Terjadilah perkelahian yang amat seru. Gerakan mereka itu cepat dan aneh sehingga para murid Tiat-liong-pang menjadi penonton, memandang dengan mata kabur dan kepala pening. Mereka tidak berani turun tangan membantu tanpa diperintah karena hal ini tentu akan membuat Sin-kiam Mo-li marah.
Tiba-tiba terdengar suara orang melerai.
“Tahan senjata!” Mendengar suara Siangkoan Lohan ini, terpaksa Sin-kiam Mo-li menahan serangannya, Li Sian juga melompat mundur dan mengangkat muka memandang. Ia melihat munculnya seorang laki-laki yang usianya sekitar enam puluh tahun, tinggi kurus dengan muka merah dan jenggot panjang sampai ke dada. Yang seorang lagi adalah seorang pemuda tampan yang berpakaian indah seperti seorang pelajar kaya raya atau seorang pemuda bangsawan. Melihat kakek itu, hatinya berdebar girang karena ia masih mengenal bahwa kakek ini adalah Siangkoan Lohan yang pernah dilihatnya belasan tahun yang lalu.
“Apakah yang telah terjadi di sini?” tanya Siangkoan Lohan, diam-diam kagum sekali melihat betapa seorang gadis muda, dengan hanya sebatang ranting di tangan, mampu menandingi Sin-kiam Mo-li yang mempergunakan sepasang senjatanya.

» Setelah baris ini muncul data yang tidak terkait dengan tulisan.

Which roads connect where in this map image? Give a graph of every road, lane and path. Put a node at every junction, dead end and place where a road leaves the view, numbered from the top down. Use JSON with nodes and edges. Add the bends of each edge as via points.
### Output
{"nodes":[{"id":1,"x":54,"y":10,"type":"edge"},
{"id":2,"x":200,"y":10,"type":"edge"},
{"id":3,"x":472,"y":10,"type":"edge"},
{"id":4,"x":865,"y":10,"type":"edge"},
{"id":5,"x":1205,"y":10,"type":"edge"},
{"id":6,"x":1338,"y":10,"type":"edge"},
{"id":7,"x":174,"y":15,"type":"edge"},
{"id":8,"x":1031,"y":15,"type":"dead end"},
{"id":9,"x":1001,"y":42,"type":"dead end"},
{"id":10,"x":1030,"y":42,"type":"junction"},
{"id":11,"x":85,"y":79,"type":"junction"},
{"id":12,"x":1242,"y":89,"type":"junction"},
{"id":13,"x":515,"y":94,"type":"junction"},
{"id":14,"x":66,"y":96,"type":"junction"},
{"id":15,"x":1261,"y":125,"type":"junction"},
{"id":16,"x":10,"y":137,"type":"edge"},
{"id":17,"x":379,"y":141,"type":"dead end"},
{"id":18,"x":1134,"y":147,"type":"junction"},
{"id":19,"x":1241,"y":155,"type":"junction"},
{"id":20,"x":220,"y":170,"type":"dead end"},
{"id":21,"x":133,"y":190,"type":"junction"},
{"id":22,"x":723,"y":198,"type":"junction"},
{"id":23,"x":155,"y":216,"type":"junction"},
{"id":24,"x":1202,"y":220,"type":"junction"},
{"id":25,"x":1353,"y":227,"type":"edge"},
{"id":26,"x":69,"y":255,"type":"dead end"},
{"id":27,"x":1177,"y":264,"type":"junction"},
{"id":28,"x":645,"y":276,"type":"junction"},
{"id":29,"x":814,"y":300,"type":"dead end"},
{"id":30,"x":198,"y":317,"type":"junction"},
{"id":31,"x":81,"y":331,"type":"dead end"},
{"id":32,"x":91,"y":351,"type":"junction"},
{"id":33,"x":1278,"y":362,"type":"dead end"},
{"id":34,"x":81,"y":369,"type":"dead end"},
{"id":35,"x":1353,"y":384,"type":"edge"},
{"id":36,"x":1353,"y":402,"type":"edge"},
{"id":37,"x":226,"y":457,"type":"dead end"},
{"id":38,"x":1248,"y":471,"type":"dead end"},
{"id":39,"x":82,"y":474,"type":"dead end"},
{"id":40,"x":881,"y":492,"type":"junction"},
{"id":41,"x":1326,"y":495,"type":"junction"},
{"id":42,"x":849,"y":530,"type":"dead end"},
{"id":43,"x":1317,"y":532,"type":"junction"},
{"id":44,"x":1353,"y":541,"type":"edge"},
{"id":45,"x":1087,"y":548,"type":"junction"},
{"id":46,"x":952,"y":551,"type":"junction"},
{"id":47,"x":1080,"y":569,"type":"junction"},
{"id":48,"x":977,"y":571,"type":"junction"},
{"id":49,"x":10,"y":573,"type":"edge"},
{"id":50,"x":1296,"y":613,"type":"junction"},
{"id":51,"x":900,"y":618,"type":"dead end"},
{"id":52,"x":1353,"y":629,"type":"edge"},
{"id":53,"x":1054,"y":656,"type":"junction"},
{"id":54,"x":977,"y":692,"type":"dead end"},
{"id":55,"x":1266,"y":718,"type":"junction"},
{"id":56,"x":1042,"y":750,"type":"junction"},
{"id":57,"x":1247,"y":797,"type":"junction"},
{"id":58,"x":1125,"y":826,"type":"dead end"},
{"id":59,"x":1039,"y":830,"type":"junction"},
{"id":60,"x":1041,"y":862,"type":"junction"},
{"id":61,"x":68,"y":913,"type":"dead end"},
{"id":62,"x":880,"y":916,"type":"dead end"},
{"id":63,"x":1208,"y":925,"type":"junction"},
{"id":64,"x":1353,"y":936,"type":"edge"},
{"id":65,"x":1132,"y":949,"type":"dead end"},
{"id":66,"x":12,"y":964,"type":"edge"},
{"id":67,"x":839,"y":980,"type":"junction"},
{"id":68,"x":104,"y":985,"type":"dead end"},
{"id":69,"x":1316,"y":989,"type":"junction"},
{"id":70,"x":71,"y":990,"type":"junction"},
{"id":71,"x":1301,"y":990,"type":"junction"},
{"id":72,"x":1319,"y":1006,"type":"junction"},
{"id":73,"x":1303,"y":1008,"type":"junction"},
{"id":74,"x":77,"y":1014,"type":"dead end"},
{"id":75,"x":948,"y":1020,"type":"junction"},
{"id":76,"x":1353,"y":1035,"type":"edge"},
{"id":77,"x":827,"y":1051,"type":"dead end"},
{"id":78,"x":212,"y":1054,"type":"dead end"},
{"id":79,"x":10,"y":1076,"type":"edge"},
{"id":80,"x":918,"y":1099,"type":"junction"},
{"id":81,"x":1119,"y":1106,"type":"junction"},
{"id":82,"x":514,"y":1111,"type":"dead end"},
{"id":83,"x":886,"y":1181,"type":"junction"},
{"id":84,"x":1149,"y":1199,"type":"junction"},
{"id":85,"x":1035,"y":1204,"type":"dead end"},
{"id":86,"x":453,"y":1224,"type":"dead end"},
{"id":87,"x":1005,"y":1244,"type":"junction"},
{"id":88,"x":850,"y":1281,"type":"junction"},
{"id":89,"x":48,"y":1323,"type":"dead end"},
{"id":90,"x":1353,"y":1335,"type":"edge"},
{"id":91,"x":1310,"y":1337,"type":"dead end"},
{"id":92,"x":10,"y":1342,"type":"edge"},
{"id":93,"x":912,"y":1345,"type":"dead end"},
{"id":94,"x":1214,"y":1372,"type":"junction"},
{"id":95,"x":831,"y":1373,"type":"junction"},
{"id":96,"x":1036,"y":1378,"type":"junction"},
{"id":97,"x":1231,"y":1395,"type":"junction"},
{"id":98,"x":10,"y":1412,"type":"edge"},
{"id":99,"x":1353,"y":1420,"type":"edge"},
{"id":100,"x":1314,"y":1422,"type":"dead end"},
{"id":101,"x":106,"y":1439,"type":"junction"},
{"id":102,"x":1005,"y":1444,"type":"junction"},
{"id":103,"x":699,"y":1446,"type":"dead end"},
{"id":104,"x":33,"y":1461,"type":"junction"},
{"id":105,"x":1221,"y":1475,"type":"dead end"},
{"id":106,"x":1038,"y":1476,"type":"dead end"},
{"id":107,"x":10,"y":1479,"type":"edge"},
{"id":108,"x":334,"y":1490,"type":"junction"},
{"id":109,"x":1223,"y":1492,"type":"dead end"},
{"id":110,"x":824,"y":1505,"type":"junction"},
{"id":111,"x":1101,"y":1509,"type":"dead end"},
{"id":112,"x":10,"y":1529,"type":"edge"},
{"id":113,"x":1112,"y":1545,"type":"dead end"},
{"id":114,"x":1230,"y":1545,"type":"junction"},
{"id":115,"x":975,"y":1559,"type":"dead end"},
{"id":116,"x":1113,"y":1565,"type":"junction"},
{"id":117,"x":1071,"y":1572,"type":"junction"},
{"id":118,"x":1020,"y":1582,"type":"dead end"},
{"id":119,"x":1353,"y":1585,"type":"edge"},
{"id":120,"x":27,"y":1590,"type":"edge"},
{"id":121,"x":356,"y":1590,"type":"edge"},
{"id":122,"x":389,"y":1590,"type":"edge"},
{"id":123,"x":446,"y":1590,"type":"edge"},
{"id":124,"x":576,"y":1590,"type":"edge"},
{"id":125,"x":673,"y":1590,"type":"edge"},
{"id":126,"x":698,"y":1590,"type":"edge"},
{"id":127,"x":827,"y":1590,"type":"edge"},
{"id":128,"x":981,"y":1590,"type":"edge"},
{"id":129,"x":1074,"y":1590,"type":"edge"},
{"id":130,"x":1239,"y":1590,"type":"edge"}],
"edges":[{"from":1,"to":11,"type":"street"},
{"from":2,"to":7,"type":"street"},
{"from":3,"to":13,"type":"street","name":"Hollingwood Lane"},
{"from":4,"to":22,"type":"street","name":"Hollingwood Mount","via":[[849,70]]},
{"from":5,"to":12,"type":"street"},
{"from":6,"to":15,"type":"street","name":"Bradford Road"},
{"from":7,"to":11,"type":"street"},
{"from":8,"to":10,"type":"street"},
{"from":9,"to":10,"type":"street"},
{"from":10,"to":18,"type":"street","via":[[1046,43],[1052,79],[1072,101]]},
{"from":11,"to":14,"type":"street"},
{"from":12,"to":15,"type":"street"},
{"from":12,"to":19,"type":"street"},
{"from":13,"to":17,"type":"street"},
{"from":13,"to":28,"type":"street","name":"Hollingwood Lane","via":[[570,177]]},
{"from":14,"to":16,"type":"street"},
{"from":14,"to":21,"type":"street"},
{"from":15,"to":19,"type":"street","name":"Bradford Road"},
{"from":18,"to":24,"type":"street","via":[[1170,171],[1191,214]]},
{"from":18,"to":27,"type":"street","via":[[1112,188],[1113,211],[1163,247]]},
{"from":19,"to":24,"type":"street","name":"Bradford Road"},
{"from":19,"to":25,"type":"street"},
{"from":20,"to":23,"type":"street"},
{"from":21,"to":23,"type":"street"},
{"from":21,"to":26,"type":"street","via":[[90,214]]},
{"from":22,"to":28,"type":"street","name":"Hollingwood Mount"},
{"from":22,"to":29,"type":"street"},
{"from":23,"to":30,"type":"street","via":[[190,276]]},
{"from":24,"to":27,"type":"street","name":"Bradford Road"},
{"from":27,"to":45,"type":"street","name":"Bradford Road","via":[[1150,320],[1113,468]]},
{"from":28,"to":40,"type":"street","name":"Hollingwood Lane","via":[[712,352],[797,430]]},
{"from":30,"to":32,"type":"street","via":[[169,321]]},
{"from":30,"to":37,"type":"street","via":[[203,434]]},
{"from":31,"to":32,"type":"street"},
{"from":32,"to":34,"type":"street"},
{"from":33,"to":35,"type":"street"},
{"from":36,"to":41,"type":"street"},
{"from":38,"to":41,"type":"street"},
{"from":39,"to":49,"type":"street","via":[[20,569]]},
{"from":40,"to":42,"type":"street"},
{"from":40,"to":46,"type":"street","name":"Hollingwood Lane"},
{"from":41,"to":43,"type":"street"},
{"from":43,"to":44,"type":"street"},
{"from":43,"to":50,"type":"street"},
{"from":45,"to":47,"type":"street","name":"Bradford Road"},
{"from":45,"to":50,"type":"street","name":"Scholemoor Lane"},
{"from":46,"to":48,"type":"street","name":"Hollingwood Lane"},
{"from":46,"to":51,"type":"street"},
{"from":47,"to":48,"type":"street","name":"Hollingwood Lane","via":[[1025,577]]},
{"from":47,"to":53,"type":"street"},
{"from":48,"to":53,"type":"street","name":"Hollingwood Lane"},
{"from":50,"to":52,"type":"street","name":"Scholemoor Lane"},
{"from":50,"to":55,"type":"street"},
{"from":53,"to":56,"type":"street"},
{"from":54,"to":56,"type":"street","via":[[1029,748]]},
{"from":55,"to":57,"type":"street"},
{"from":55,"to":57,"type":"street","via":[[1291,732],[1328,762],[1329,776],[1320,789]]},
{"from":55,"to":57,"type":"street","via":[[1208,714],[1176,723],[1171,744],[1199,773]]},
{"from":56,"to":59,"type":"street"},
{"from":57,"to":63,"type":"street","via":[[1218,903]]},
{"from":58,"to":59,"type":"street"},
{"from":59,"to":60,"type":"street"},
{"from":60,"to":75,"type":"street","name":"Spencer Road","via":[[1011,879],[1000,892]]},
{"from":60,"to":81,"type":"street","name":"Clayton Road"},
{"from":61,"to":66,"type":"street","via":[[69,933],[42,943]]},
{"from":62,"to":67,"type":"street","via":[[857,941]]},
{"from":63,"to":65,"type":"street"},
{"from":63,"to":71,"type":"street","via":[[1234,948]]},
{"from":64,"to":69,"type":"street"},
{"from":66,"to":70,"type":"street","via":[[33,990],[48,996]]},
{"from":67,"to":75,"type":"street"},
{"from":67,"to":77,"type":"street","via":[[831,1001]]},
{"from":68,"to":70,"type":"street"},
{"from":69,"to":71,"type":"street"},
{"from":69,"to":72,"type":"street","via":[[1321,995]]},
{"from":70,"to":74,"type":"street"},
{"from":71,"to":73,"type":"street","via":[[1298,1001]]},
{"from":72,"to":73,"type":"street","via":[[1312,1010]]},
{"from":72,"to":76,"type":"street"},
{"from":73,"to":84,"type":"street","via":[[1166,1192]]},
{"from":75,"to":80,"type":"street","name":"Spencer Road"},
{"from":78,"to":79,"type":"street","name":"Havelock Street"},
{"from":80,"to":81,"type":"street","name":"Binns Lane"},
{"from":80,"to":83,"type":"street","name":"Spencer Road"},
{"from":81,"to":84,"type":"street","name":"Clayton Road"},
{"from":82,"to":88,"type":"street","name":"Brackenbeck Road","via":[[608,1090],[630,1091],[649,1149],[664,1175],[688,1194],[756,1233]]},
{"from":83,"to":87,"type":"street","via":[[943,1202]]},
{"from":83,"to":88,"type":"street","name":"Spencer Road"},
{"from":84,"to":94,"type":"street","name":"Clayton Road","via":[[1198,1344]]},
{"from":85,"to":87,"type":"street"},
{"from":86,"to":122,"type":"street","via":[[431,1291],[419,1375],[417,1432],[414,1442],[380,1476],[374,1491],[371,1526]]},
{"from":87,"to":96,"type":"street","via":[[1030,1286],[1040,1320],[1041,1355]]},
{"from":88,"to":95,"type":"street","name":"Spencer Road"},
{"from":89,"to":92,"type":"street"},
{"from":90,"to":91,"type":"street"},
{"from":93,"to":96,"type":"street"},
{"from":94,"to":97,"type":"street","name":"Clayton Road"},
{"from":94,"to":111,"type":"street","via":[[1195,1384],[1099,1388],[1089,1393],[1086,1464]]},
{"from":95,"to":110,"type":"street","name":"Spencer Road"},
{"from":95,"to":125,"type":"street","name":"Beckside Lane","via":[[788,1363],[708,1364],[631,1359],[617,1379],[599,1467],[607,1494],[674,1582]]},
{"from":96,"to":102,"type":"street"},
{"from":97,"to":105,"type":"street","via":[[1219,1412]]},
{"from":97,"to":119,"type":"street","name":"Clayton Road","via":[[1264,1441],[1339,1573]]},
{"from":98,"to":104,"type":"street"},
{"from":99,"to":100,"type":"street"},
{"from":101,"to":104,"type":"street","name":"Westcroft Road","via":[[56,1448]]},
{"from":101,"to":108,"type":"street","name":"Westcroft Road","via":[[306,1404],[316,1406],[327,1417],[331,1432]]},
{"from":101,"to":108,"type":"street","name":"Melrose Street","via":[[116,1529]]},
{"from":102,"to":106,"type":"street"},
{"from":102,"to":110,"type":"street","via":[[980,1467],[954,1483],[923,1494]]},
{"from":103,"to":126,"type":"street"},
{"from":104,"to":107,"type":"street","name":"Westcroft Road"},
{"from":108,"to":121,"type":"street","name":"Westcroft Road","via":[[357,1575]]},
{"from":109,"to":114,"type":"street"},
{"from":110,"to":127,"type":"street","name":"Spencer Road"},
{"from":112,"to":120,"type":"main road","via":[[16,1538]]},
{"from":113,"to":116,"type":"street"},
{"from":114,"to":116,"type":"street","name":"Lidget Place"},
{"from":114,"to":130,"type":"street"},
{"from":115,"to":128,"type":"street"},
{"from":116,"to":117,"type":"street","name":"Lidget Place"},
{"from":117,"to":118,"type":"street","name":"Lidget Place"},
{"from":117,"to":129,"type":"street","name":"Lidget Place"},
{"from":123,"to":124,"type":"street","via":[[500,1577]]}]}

“Ia datang secara mencurigakan sekali, tentu ia seorang mata-mata pihak musuh!” kata Sin-kiam Mo-li kepada Siangkoan Lohan, agak malu karena tuan rumah dan puteranya itu melihat betapa ia tadi belum mampu merobohkan seorang gadis yang hanya bersenjata ranting.
Kini Siangkoan Lohan menghadapi gadis itu, memandang penuh perhatian, lalu bertanya,
“Nona, siapakah engkau dan apa maksudmu datang ke wilayah kami?”
Li Sian melangkah maju menghampiri kakek itu, memberi hormat setelah melepaskan ranting dari tangannya dan berkata,
“Bukankah saya berhadapan dengan paman Siangkoan Tek, pangcu dari Tiat-liong-pang?”
Siangkoan Lohan memandang semakin tajam, akan tetapi betapapun dia mengingat-ingat, dia tidak dapat mengingat siapa adanya gadis yang cantik manis dengan tahi lalat di dagunya ini.
“Maaf, Nona, mungkin penglihatanku sudah tidak terang lagi. Aku memang benar Siangkoan Tek, akan tetapi siapakah engkau?”
“Paman Siangkoan, lupakah engkau kepada saya? Saya bernama Pouw Li Sian. Pernah belasan tahun yang lalu saya bersama ayah datang berkunjung ke sini!”
“Pouw....?” Siangkoan Lohan mengulang nama keturunan itu dengan heran.
“Benar, Paman. Mendiang ayahku adalah Pouw Tong Ki.”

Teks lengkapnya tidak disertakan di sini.